The Plaintiffs also submit that the detriment to Ms Parsons in reliance on any promise is limited to the abandonment of inquiries into community housing and alternative housing support and Ms Parsons’ expenses for care and maintenance of the Property. The Plaintiffs submit that there has been no real detriment in abandoning the inquiries into housing as there is no evidence those inquiries were advanced in any material way, and no evidence that they could not now be pursued. The Plaintiffs submit that Ms Parsons’ proven maintenance expenses are limited to $2,855.50, which is clearly insufficient to raise an equity giving rise to proprietary relief, and in any event are expenses consistent with her obligations under the Occupation Agreement.
The Plaintiffs submit that in the circumstances of Ms King’s retirement needs and Ms Hardie’s status as a third party to any promise it would be inequitable and disproportionate for Ms Parsons to gain the benefit of occupation of the Property for life.
The Plaintiffs further submit that even if the representation and detrimental reliance were established in respect of Ms Parsons’ claim of estoppel, the Court would decline to award a proprietary remedy by application of the doctrine of laches. It is submitted that in the circumstances that Ms Parsons has acted largely in accordance with the Occupation Agreement since 2014, equity would not now allow her to claim that she had always believed that she had a proprietary interest but had not sought to establish it until now.
The Plaintiffs submit that the Occupation Agreement applies to Ms Parsons’ occupation notwithstanding that it has not been signed, as Ms Parsons’ agreement to the Occupation Agreement is to be inferred from her conduct. It is said that Ms Parsons’ payment of an amount attributable to the outgoings of the Property, and her affidavit evidence indicating that she understood that it was a condition of her occupation that she keep the Property in good repair and pay for the outgoings of the Property,[51] strongly suggest that Ms Parsons impliedly agreed to the Occupation Agreement.

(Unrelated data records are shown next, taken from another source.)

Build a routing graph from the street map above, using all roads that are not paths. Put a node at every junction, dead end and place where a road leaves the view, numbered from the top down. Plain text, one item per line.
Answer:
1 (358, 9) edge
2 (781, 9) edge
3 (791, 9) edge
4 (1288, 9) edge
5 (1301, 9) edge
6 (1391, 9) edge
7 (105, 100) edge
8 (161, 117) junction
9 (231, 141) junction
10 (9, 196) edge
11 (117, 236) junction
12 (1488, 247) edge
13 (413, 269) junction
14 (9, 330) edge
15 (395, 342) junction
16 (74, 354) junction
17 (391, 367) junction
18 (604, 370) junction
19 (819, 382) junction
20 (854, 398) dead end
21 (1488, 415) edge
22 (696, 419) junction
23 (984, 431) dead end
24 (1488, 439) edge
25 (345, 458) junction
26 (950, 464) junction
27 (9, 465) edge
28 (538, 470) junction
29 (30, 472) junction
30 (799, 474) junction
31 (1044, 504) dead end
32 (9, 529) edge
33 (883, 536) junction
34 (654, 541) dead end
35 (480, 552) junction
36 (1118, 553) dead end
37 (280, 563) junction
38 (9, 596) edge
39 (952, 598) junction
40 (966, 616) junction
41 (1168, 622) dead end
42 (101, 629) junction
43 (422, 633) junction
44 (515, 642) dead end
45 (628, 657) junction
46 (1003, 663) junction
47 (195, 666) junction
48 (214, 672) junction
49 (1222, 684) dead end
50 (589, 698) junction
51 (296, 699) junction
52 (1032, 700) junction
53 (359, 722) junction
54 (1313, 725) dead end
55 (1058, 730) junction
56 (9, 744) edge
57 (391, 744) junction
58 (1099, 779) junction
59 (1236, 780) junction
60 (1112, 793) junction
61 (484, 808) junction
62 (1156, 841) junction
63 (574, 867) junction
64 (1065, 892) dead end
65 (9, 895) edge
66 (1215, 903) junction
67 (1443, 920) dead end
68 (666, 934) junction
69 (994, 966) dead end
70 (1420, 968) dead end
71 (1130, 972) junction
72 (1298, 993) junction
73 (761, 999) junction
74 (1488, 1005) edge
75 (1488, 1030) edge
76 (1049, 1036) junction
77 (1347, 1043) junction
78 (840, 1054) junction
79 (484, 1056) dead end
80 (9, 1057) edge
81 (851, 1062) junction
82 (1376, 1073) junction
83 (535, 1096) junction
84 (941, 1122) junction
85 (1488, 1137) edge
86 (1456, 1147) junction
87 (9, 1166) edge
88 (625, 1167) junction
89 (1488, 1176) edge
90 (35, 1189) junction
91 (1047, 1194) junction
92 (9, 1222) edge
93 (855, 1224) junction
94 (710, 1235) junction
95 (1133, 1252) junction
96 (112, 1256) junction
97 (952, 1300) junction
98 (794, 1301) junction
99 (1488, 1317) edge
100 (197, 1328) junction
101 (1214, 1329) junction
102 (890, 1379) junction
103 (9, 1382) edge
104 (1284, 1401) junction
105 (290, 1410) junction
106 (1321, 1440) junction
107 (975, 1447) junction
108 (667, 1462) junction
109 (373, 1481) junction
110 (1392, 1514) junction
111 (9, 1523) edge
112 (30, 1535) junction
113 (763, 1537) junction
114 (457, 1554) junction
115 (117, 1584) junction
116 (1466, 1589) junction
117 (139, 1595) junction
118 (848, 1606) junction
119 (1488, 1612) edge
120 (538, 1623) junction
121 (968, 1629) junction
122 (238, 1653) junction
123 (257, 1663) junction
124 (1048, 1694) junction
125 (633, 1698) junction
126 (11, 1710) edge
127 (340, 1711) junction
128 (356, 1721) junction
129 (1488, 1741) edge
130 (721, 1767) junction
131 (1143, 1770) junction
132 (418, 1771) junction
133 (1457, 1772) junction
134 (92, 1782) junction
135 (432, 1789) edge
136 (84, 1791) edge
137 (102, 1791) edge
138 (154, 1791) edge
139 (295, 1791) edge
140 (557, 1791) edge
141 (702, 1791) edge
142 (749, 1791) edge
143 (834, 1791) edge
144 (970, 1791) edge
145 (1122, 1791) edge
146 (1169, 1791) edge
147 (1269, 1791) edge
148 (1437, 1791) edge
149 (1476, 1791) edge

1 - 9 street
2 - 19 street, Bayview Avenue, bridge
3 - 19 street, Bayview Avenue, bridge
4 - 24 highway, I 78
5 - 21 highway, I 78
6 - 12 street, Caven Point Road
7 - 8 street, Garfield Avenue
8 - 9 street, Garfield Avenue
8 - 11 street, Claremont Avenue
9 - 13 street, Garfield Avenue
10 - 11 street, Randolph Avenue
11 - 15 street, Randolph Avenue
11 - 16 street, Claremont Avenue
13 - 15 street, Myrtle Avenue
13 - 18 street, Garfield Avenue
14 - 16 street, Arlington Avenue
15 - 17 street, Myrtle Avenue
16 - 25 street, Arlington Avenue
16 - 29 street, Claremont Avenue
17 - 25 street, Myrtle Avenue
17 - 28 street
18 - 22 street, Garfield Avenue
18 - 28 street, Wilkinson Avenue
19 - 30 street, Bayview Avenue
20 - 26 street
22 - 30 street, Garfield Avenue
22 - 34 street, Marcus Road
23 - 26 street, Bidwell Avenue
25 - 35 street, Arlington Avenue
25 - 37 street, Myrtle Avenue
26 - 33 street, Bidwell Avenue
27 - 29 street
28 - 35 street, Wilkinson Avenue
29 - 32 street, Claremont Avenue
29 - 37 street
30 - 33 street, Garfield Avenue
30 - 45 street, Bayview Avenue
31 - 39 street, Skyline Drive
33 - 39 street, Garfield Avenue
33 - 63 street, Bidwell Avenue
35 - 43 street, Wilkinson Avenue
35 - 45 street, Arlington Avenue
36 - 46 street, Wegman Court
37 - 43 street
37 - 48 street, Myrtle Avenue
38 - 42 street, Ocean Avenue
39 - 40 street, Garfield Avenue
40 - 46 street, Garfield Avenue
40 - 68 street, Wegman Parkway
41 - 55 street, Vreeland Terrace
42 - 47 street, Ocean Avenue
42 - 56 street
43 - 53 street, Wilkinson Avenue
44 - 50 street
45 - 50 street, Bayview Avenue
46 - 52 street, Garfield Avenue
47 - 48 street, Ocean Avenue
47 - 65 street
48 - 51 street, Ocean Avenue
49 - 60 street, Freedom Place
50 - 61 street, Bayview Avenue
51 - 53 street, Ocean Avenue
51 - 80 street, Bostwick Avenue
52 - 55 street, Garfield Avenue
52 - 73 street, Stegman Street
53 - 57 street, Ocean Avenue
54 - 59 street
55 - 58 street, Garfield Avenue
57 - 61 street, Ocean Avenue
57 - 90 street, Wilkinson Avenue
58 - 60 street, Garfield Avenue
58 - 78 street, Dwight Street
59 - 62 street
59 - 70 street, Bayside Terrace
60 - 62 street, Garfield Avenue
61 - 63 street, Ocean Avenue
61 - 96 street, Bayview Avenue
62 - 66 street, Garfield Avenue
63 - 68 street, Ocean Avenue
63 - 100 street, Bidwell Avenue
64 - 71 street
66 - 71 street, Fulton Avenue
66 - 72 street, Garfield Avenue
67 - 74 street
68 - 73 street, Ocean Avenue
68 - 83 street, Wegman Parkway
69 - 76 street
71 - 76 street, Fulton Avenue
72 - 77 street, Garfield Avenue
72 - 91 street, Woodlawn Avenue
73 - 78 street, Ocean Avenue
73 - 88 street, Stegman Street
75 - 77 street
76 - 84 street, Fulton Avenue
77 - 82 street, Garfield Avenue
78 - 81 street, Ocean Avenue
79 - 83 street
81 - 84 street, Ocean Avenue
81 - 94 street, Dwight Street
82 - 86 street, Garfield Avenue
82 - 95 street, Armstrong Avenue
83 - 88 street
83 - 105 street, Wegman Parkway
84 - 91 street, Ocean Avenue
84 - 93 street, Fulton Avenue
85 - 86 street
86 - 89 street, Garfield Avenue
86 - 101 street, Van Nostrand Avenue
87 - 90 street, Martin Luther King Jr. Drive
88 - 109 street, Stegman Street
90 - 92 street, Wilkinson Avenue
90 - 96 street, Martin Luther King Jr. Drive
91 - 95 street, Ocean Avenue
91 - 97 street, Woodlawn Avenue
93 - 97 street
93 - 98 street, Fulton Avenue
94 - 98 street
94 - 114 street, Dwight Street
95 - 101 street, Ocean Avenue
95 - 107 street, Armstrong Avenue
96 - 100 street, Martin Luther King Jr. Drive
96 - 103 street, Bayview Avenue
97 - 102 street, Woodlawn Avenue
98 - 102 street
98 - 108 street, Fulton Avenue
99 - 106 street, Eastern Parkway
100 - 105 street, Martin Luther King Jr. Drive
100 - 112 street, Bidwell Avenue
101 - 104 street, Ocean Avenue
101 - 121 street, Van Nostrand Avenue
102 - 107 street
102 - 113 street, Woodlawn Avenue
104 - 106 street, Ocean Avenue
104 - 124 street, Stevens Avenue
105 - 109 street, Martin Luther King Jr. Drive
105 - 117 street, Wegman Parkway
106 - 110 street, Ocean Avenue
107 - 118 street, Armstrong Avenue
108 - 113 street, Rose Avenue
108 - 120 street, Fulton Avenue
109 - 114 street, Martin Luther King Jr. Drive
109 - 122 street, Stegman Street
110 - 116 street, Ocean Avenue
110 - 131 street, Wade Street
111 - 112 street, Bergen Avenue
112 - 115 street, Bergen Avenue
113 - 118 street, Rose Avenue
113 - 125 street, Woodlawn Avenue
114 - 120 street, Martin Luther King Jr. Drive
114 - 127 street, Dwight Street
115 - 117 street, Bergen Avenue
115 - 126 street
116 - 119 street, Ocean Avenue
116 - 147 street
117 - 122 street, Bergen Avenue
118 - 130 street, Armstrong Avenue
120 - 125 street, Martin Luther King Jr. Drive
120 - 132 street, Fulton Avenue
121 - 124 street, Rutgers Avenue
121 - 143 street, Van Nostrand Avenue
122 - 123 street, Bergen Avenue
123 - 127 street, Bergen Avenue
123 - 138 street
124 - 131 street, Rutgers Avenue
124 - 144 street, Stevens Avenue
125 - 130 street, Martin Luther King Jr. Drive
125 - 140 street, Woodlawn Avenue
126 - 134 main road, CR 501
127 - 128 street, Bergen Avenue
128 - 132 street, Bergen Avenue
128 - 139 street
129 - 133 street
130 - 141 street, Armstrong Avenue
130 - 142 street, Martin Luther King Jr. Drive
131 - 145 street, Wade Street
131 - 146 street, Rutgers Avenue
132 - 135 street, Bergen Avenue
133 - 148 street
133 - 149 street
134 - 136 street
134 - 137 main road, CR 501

[51]Parsons Affidavit, [21].
Further, the Plaintiffs submit that the Occupation Agreement, if in force, grants a licence on its terms. The Plaintiffs acknowledge that it is exceptional for an occupant with exclusive possession of a property to be held to be a licensee. However the Plaintiffs submit that the present case is such an exceptional circumstance, and say that exclusive occupation is ‘critical’ but not determinative. It is said that the terms of the Occupation Agreement clearly contemplate that Ms Parsons would occupy the Property pursuant to a licence, rather than a lease. It is also said that the familial relationship between the parties and the generosity of the arrangement, especially with respect to the low fees, are matters which tend against an inference of an intention for the parties to create a tenancy.[52]
[52]Citing Radaich v Smith (1959) 101 CLR 209, [6] per Taylor J; Cobb v Lane [1952] 1 All ER 1199.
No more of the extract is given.